Qin's team is hopeful of designing a drug and test in large animals to prove their drug's efficiency and help more than 27 million osteoarthritis patients in the U.S.

AI helps Patients with Osteoarthritis of the Knee

Artificial Intelligence is the latest technology that helps patients with Osteoarthritis who think about total knee replacement. Various ways exist to treat knee OA. So, these choices have made the field ready for shared decision-making and growing patient-reported outcome measures.

After experimenting on 129 adult patients with Osteoarthritis knee pain, they included collaborative decision-making, patient satisfaction with consultation, KOOS JR score, consultation time, TKR rate, and treatment concordance, the secondary outcomes, and the decision quality as the primary outcome.

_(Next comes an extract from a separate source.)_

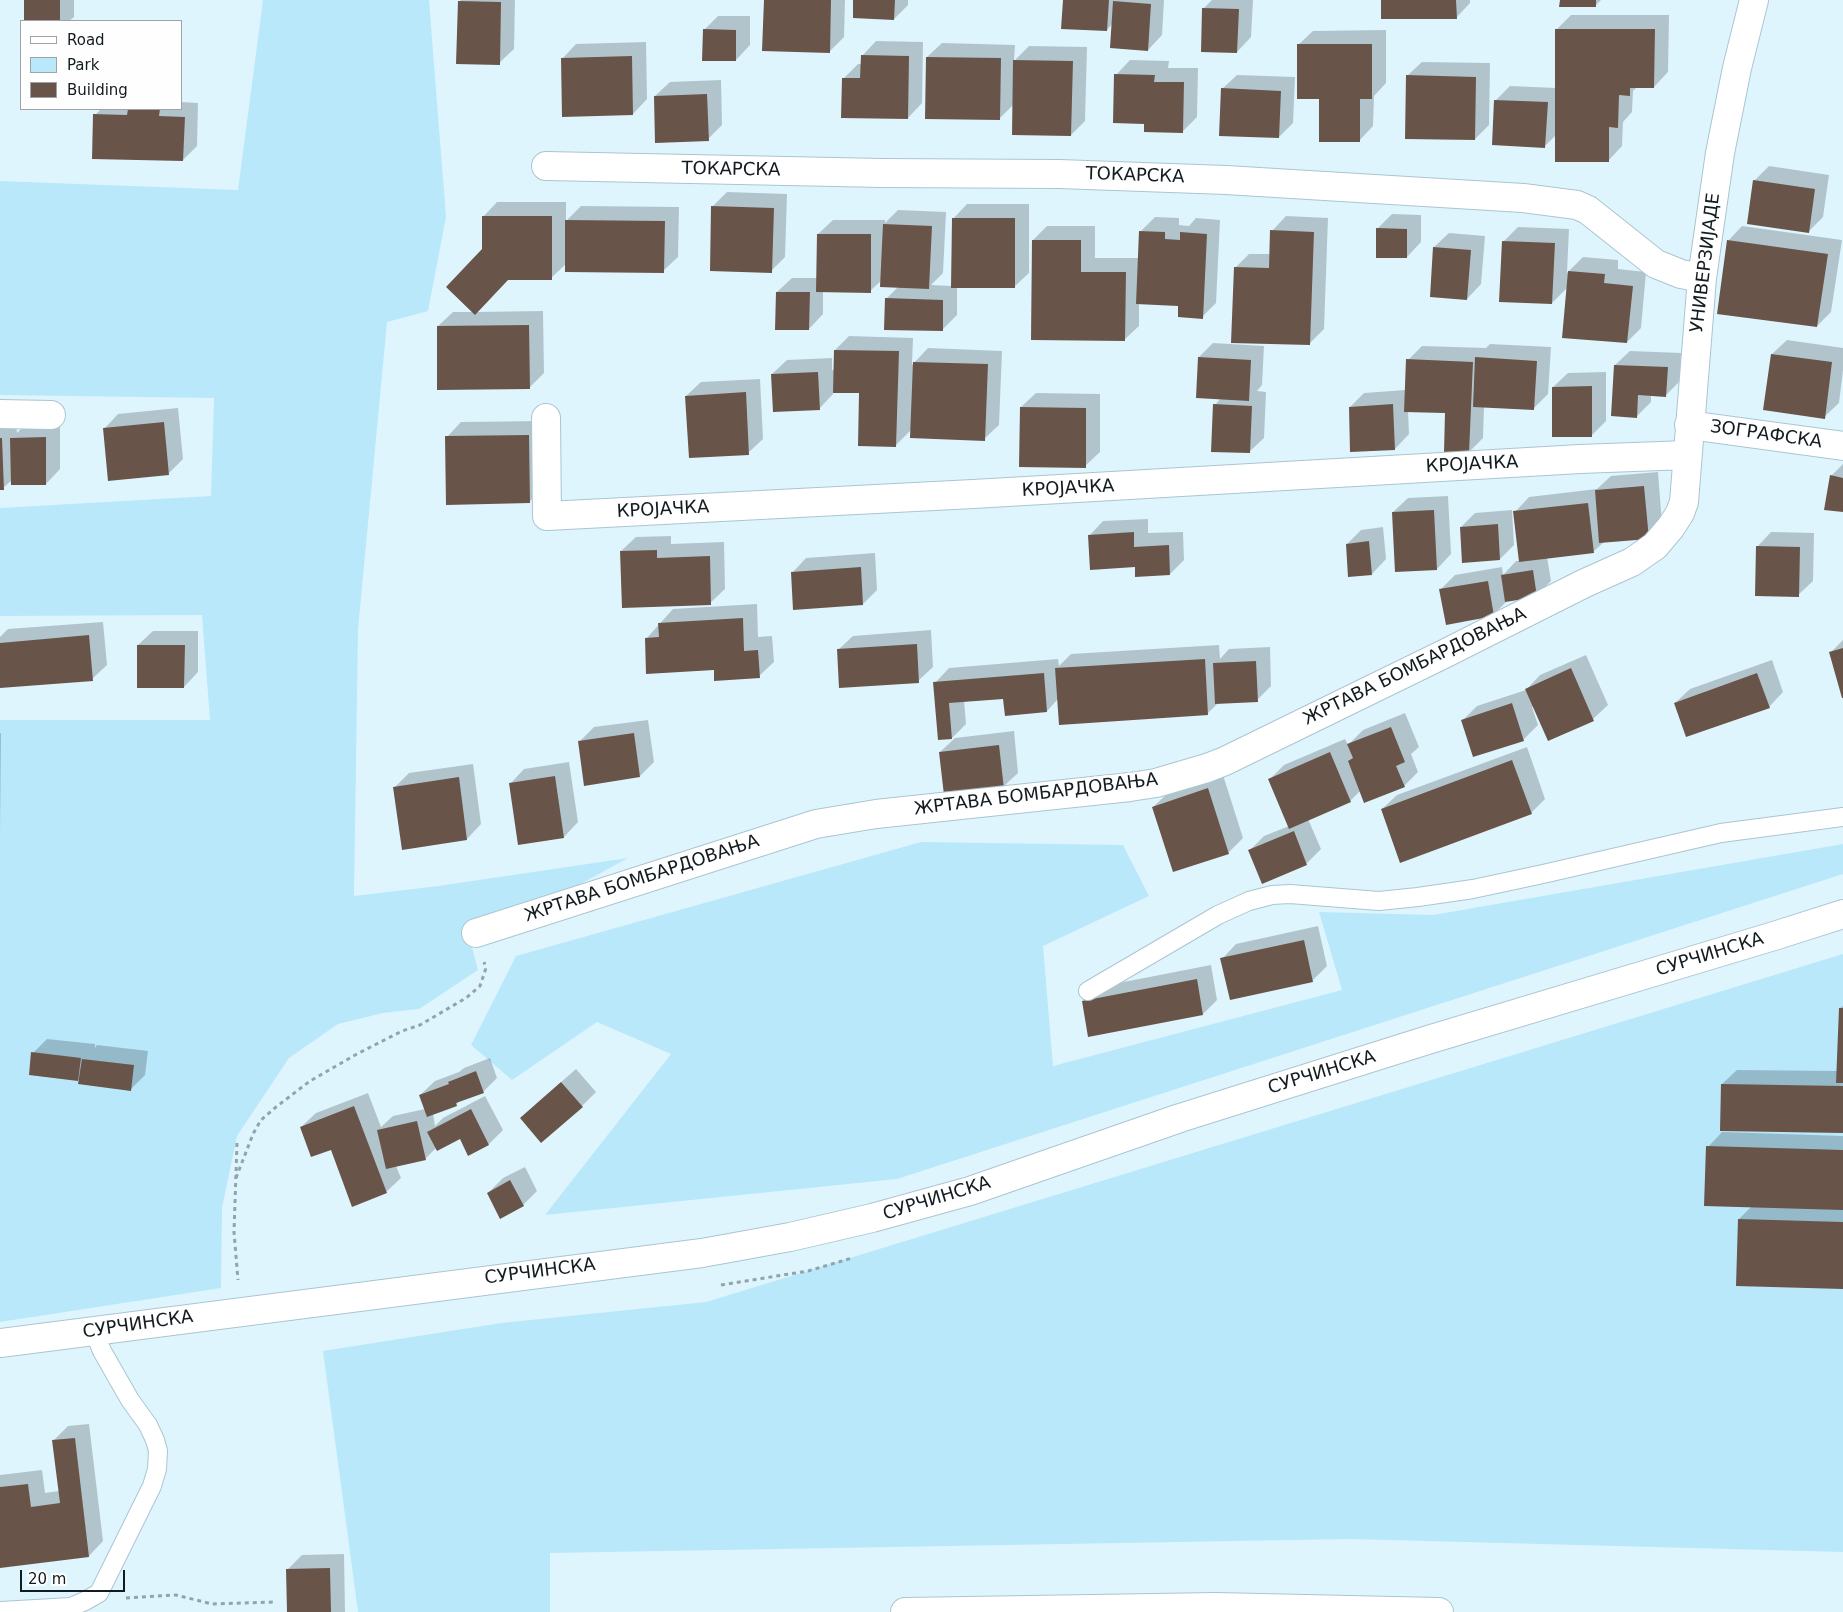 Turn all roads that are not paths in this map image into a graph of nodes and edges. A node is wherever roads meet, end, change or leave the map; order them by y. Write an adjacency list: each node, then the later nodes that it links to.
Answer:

"The findings of this study suggest that multifaceted decision aids integrating patient education, preference assessment, and AI-enabled analytics built with PROM data can provide a personalized, data-driven approach to SDM for patients with advanced knee OA considering TKR" the researchers wrote in their conclusion. "The patient-centered, data-driven approach to SDM in this study may mark a step-change in the application of patient decision aids in orthopedic practice."


Bone Cancer Treatment with the Combination of Two Drugs

Bone cancer or Osteosarcoma is the most well-known cancer among children and adults. Methotrexate is a long-used chemotherapy drug often used to cure bone cancer. After the researchers studied the human cells and mice, a two-drug combination would be effective and less toxic methotrexate. 

"We are interested in developing therapies that kill cancer cells without harming healthy cells, potentially avoiding the sometimes-severe side effects of traditional chemotherapy." Said Brian Van Tine, MD, Ph.D., Study Senior Author and Associate Professor of Medicine, Washington University. "In high doses, methotrexate can lead to liver failure and the need for kidney dialysis. We want to get rid of the methotrexate in this regimen and replace it with a targeted metabolic therapy that would shorten the treatment, reduce the side effects and potentially eliminate the need for multiple hospitalizations."

The scientists studied a drug called NCT-503 and then added a second drug which blocks mTorc1 to make the bone starved of energy and die.

"When we added a mTORC1 inhibitor, suddenly we could control tumor growth in mice for a prolonged period, well past when the cells would adapt to treatment with either drug alone," said first author Richa Rathore, Ph.D., who just completed her doctoral studies in Van Tine's lab "We are still working to optimize these drug treatments, but we hope to be able to take these findings into a clinical trial," Van Tine said.

"In the future, we would like to add more metabolic therapies so that one day we might be able to eliminate the remaining chemotherapy drugs that these patients will still receive. The ultimate goal is to transform therapy by going after the metabolic properties inherent to Osteosarcoma and moving away from the classic drugs that damage the whole body."

The First Response to Predict Patient Satisfaction with Contralateral Knee Replacement

According to a study published in Knee Surgery, Sports Traumatology, Arthroscopy, the patients' first response with OA of the knee was achieved in the radiographic Osteoarthritis in that knee.

"The purpose of this study was to determine whether predictive factors can be found to prognosticate the outcome of the second-side knee replacement when a patient has an unsatisfactory response to the first, with the hypothesis that predictors, such as prosthetic factors and radiographic level of OA, may be able to predict a satisfactory response to the contralateral knee replacement," the researchers noted.

They concluded that in the patients who had not a satisfactory response with the first knee replacement, radiographic OA was the core predictor of their contralateral knee replacement's satisfaction rate.